Public sentiment regarding Israel has turned chilly in Republican voters and hostile in Democrats, no matter what the crooks in election time tell you ... time for a change.
Because there are two vastly disparate histories being trafficked. There are also two very different readings of international law. Most people see that as a recipy for a nasty argument, with few redeeming qualities.
Obama has taken many positive actions for Israel including: rejecting the Goldstone report that criticized Israeli actions in the war in Gaza; asking Congress to approve a $205 million package to help Israel build a new anti-missile defense system; successfully advocating for Israel’s admission into the Organization for Economic Cooperation and Development; giving a speech in the heart of the Arab world, in which he told his listeners that they need to recognize the legitimacy of a Jewish state; stating to the UN General Assembly clearly and unequivocally that “Israel is a sovereign state and the historic homeland of the Jewish people” and “It should be clear to all that efforts to chip away at Israel’s legitimacy will only be met by the unshakeable opposition of the US.”
On September 22, 2011, Prime Minister Netanyahu heaped additional praise on President Obama for his talk at the United Nations, in which Obama expressed opposition to U.N. recognition of a Palestinian state, and indicated that he would veto a resolution supporting that recognition in the U.N. Security Council. Netanyahu indicated that Obama deserved a “badge of honor” for that talk.
I expect President Obama to be tough on Israel. While I support Israel in her right to statehood and safety, I do not agree with many of her foreign policies under BN. Romney is apparently very happy being a puppet to Israel purely for the J.ewish vote. And to make happy the war-mongers in the US who are the ONLY ones who benefit from war. Because it sure as heck isn't the American people on the whole.
President Obama understands the difference.
Oh come on MJ--everything that does not support the agenda to destroy Israel and the US offends you.
FAIL
Maybe if we perceived "our closest ally", Winston Churchill, instead of Time Magazine naming Hitler Man of the Year in 1938, we could have avoided the genocidal Holocaust. I guess that was not in the "perception of U.S. interests". Perhaps it is not in the interest of Liberal American Jews today either...
With respect, that answer is somewhat simplistic. 64 years ago, the then UN consisting mainly of a handful of European nations plus America, passed a resolution to establish a state of Israel in the center of the Muslim Middle East to accommodate refugees from the Nazi domination of Europe. All those states directly affected voted against the motion and vowed to go to war to prevent it. The state was established and the Arab nations did go to war, but lost.

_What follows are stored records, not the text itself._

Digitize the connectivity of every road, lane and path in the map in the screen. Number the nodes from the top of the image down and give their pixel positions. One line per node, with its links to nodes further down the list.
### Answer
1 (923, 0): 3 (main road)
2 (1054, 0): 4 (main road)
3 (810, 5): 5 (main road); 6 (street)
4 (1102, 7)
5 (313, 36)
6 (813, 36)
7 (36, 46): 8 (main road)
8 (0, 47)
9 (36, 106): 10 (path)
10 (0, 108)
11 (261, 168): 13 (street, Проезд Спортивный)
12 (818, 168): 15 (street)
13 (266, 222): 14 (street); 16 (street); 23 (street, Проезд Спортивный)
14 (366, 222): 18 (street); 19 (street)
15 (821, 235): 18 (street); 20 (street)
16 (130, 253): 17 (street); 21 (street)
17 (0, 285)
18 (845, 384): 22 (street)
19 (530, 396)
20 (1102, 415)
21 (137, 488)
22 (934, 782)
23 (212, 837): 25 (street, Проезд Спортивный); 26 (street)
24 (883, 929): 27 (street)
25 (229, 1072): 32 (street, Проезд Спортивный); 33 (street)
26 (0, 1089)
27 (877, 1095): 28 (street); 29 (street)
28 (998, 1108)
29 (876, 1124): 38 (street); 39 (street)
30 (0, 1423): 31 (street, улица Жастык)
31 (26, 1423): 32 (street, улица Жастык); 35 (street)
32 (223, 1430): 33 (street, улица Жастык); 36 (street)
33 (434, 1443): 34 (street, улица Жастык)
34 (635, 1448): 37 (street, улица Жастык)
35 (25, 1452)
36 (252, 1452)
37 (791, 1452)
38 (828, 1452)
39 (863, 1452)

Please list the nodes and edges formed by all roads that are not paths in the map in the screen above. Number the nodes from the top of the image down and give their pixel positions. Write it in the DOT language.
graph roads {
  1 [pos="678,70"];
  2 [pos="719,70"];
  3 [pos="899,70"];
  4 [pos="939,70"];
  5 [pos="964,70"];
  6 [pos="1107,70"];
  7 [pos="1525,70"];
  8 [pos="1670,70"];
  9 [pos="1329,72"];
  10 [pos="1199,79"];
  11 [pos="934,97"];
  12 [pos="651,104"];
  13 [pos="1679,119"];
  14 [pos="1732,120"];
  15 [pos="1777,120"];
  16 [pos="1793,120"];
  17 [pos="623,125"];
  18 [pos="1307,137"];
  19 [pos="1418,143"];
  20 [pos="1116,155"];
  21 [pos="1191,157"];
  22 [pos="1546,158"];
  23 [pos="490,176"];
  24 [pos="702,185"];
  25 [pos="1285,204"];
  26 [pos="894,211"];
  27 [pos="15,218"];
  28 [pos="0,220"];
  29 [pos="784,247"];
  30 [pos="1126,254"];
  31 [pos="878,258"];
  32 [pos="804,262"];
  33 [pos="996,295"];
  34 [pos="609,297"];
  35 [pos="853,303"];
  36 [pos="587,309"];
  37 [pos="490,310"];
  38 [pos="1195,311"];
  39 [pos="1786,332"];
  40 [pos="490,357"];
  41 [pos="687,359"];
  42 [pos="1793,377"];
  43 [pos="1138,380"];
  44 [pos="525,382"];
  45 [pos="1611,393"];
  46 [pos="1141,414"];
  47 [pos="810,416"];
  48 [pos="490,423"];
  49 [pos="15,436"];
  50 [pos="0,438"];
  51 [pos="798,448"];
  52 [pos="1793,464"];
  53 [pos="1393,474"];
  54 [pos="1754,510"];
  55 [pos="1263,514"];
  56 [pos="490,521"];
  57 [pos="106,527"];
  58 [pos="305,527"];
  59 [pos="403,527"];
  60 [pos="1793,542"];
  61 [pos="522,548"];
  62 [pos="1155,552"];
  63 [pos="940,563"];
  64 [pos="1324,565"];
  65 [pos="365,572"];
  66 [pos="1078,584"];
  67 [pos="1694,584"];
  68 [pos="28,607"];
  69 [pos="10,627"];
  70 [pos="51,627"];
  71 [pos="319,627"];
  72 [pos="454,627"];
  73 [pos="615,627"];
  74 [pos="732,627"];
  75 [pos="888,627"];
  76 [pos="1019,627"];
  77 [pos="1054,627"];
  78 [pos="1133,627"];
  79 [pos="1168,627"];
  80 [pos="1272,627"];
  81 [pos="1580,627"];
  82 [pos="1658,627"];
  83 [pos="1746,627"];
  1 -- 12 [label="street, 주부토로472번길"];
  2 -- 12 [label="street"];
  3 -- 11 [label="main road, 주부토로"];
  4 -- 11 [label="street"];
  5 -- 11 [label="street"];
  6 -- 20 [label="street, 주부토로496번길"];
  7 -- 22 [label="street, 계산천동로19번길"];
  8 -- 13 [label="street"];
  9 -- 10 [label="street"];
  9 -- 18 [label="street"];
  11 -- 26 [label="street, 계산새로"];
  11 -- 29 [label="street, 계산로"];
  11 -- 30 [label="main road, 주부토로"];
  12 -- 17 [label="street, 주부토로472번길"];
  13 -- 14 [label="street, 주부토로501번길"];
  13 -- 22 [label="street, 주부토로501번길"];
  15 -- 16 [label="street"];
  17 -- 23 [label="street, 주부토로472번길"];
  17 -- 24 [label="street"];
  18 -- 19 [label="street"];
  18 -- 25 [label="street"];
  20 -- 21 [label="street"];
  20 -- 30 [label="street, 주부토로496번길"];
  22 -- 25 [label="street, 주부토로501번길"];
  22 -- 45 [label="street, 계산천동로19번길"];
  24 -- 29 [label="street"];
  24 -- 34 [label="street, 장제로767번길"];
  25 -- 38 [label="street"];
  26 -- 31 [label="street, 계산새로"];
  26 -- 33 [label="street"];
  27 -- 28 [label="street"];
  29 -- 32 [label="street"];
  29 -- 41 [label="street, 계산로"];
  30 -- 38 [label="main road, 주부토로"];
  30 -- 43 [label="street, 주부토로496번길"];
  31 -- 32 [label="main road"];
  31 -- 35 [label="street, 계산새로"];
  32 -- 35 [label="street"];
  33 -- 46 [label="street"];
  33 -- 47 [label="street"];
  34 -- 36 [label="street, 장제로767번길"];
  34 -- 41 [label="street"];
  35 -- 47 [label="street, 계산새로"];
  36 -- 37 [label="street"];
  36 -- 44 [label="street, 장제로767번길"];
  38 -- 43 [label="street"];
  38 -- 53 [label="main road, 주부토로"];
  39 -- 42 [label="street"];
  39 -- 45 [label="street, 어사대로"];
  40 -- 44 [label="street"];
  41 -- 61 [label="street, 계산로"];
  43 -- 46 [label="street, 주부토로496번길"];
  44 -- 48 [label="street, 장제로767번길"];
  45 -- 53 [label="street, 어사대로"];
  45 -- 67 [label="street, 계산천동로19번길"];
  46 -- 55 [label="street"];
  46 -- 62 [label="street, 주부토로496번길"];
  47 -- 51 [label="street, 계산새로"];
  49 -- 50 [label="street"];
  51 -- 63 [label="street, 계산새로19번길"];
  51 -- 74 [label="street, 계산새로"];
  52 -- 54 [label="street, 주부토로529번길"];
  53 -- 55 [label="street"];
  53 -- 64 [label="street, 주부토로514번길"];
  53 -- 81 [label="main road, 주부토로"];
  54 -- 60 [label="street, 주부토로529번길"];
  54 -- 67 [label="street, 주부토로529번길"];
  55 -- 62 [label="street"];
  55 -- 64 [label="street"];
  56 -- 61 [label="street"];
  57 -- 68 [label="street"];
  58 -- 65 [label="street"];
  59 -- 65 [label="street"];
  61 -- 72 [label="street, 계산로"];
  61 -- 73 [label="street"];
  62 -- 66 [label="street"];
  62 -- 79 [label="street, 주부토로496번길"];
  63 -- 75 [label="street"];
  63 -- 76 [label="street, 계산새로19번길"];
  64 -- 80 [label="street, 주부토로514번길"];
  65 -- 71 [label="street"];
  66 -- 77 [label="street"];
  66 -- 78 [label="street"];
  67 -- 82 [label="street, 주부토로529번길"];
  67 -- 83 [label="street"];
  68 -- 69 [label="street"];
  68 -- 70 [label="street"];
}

If you were a Muslim Arab in 1948, what would you have done, then and subsequently?
what yu fail to mention or even recognize is the fact that jews have always had a presence in the ME…they are indigenous to that region, and most of the jews that came to israel from europe were coming back, after having been driven from the region by arabbs. over 850,000 jews were run out of the ME by arrabbs….a fact that yure ilk likes to ignore or excuse.
as for 'If you were a Muslim Arab in 1948, what would you have done, then and subsequently?'
i would have accepted my own state when offered and concentrated on moving forward. the majority of the land was awarded to arabbs, but it wasn't enough…it was/is never enough until the jews are driven out once again….but it won't happen. no longer will we lay down and be submissive to arrabbs or anyone else.
if the arabbs spent as much time concentrating on themselves and their future, rather than concentrating on warrr and the jenoside of jews…..everyone would be better off. think how far they could have come by now….had they chosen peace rather than warrr.
Ignoring the illiteracy, when has Israel been "submissive'' to anyone?
Land that Arabs had lived on for many hundreds of years was suddenly handed to Islam's nemesis.
And you clowns expect the Arabs to "lie down and be submissive"?
That was long, long ago. In just about 2000 years, there have been few Jews in Palestine. But, they have built this "fantasy that God gave it all to them".
Until now Obama has had you hand cuffed in the middle of the desert bent over a boulder while your backside was bathed in vasiline and stuck in the air. The only thing worse than that was him sticking around and telling you, "it is for your own good, I am your best friend and you should praise me for doing this."
Look I don't like Mitt but i like him way more than the thing called Obama. I am not jewish at all, I am a christian. If you truely think Obama is the answer though and you are jewish, you migh want to stop listening to what you are told to think, get away somewhere you can be alone and spend some time just considering ........well, everything.
F&F.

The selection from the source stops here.